Josias Teófilo na Crusoé: O resgate da arquitetura clássica
Primeiro concurso brasileiro de incentivo às formas tradicionais ocorreu no ano passado
Donald Trump logo no primeiro dia do seu mandato assinou um decreto que promove arquitetura clássica em prédios públicos.
Diz o decreto: “Projetos devem respeitar o patrimônio arquitetônico regional, tradicional e clássico para uma renovação (de prédios da administração) e dar beleza aos espaços públicos, enobrecer os EUA e seu sistema de governo…”.
Existem iniciativas pelo mundo que promovem a arquitetura clássica, desde universidades a escritórios de arquitetura especializados.
No X (ex-Twitter) Michael Diamant (@michaeldiamant) tem compartilhado quase diariamente restaurações de quarteirões inteiros em cidades da Europa e dos Estados Unidos em que espaças vazios são completados com novos prédios clássicos que se harmonizam com os edifícios históricos preexistentes.
Na verdade, nem dá para ver a diferença de um para outro.

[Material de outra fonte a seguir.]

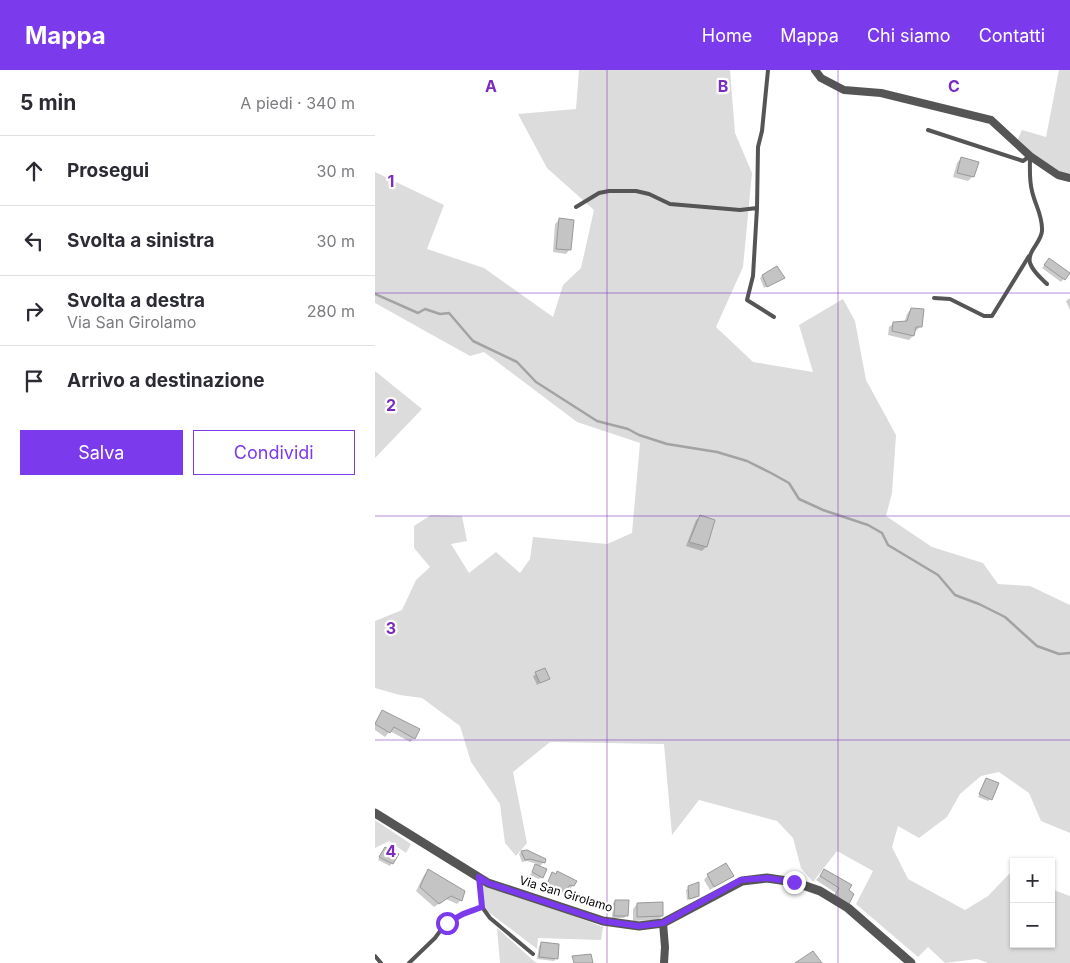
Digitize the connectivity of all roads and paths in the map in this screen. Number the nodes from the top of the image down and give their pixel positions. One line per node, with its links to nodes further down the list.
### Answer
1 (768, 70): 7 (lane)
2 (815, 70): 4 (street)
3 (927, 130): 4 (lane)
4 (1030, 156): 5 (street); 8 (lane)
5 (1070, 178)
6 (576, 207): 7 (lane)
7 (757, 208): 11 (lane)
8 (1030, 254): 9 (lane); 10 (lane)
9 (1047, 284)
10 (934, 298)
11 (774, 317)
12 (375, 813): 13 (street, Via San Girolamo)
13 (479, 877): 14 (lane); 15 (street, Via San Girolamo)
14 (482, 907): 16 (lane); 19 (lane)
15 (663, 923): 20 (street); 21 (street, Via San Girolamo)
16 (533, 954)
17 (375, 956): 18 (lane)
18 (381, 963)
19 (409, 963)
20 (664, 963)
21 (911, 963)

Ele tem mostrado até mesmo prédios modernos reformados e transformados em edifícios clássicos novinhos em folha.
No Brasil, existe um preconceito estabelecido contra edifícios novos feitos com arquitetura antiga. É chamado de falso histórico.
Até o Patteo do Collegio, que existia ali antes de ser transformado na sede do Governo do Estado de São Paulo, é criticado por ser um falso histórico, já que teve que ser reconstruído para ter sua forma atual.

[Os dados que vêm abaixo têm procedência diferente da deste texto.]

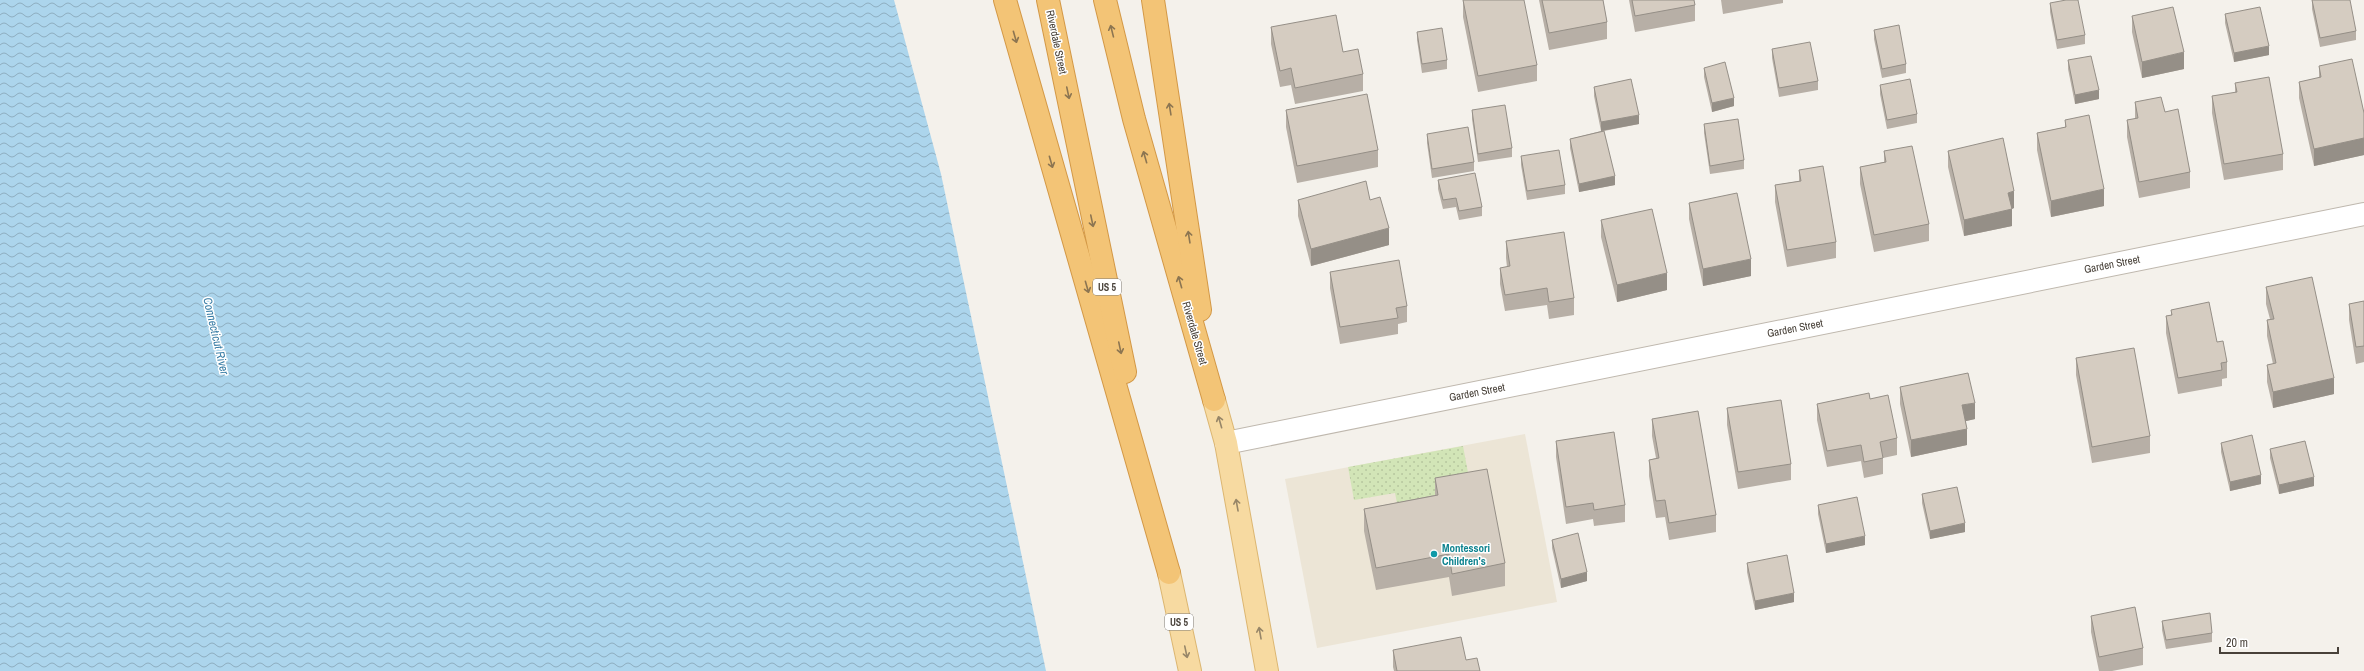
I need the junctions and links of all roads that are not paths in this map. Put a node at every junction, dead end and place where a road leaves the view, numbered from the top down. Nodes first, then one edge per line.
1 (1005, 0) edge
2 (1048, 0) edge
3 (1104, 0) edge
4 (1153, 0) edge
5 (2364, 214) edge
6 (1214, 400) junction
7 (1226, 443) junction
8 (1169, 572) junction
9 (1190, 671) edge
10 (1267, 671) edge

1 -> 8 highway
2 -> 8 highway, Riverdale Street / US 5
6 -> 3 highway, Riverdale Street
6 -> 4 highway
5 - 7 street, Garden Street
7 -> 6 main road, Riverdale Street
10 -> 7 main road, Riverdale Street
8 -> 9 main road, Riverdale Street / US 5

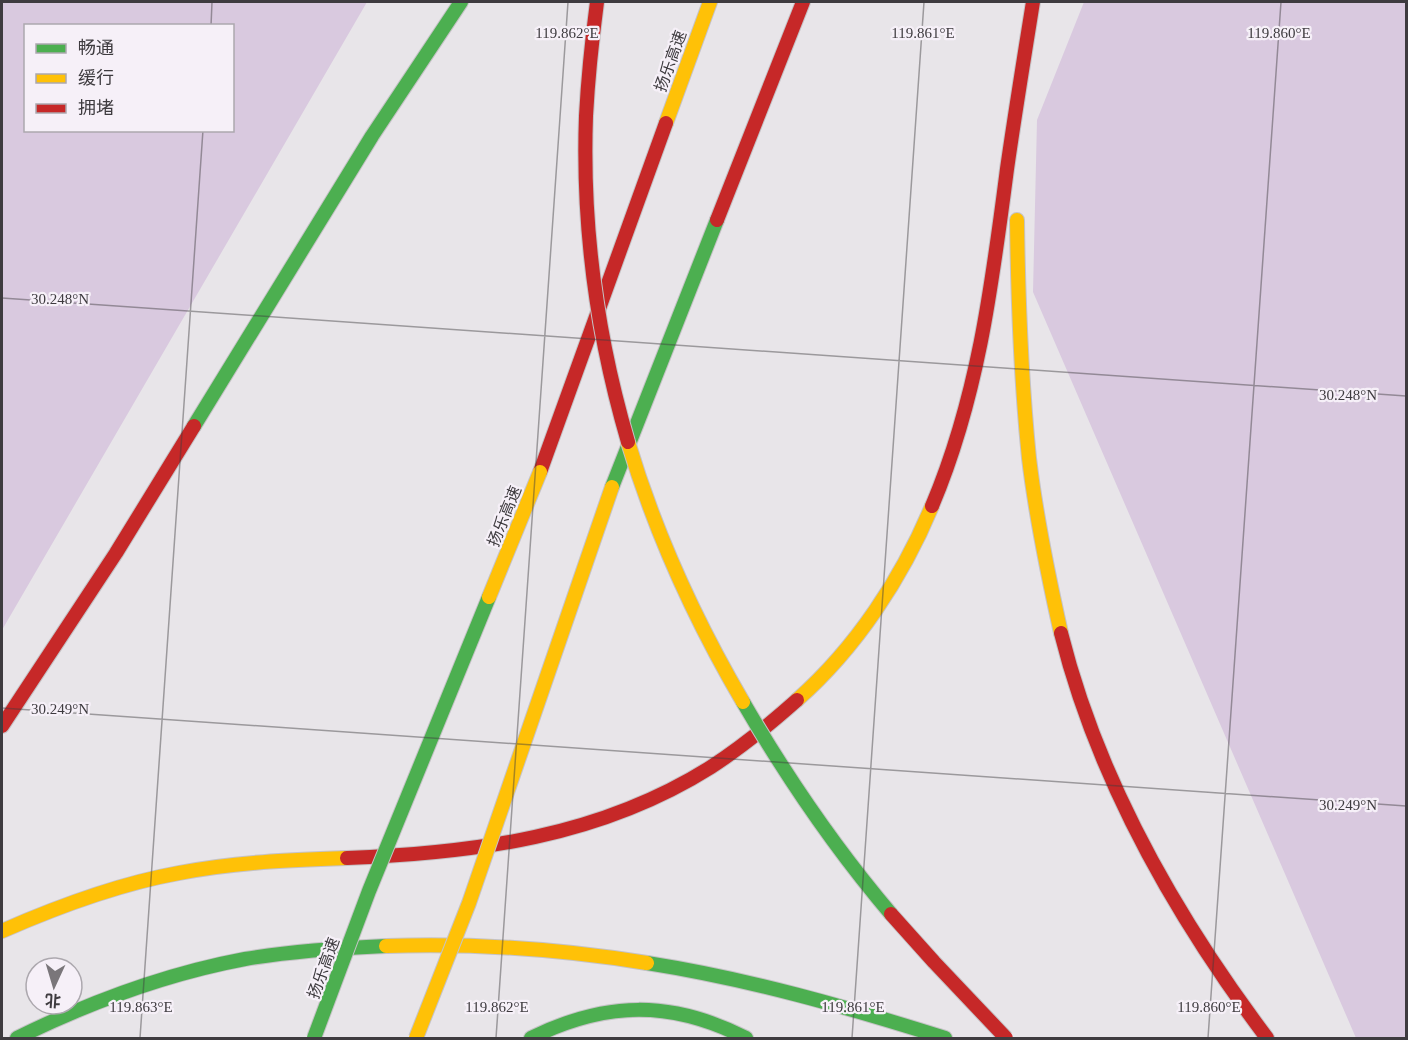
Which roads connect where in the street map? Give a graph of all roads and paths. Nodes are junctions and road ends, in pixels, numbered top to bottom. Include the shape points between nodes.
1 (461, 2) edge
2 (597, 2) edge
3 (710, 2) edge
4 (803, 2) edge
5 (1033, 2) edge
6 (1018, 91) junction
7 (2, 726) edge
8 (2, 932) edge
9 (17, 1038) edge
10 (314, 1038) edge
11 (416, 1038) edge
12 (531, 1038) edge
13 (746, 1038) edge
14 (945, 1038) edge
15 (1006, 1038) edge
16 (1267, 1038) edge

1 - 7 highway via 372,136 116,554
2 - 15 highway, bridge via 586,126 590,246 619,410 653,513 720,661 804,800 868,887
3 - 10 highway, 扬乐高速, bridge via 540,472 369,891
4 - 11 highway, bridge via 612,487 469,903
5 - 6 highway
6 - 8 highway via 976,365 952,452 919,535 876,610 849,645 787,710 717,763 679,785 640,804 558,833 425,854 277,861 194,870 93,894
6 - 16 highway via 1017,279 1021,362 1039,529 1056,612 1079,695 1111,777 1149,857 1194,932
9 - 14 highway, bridge via 115,994 182,973 250,958 383,944 514,946 644,962 835,1005
12 - 13 highway via 583,1016 620,1010 658,1010 695,1017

Importantes construções europeias foram reconstruídas, como a Frauerkirche de Dresden, na Alemanha, destruída em 1945 e reconstruída em 2005, ou Teatro La Felice (de 1794), em Veneza, que já foi destruído e reconstruído várias vezes.
Mas existem iniciativas no Brasil que incentivam a adoção da arquitetura clássica. O professor de arquitetura da Universidade de Brasília, Pedro Paulo Pallazzo, tem estudado arquitetura tradicional brasileira. Conversei em 2022 com ele sobre o tema.
Pedro lembrou que há uns vinte anos surgiu um movimento de resgate da arquitetura clássica de caráter comercial que não foi bem-sucedido por causa da baixa qualidade das obras.
Mas, recentemente, tem surgido um movimento diferente, motivado por razões ideológicas, voltada para o público católico e conservador.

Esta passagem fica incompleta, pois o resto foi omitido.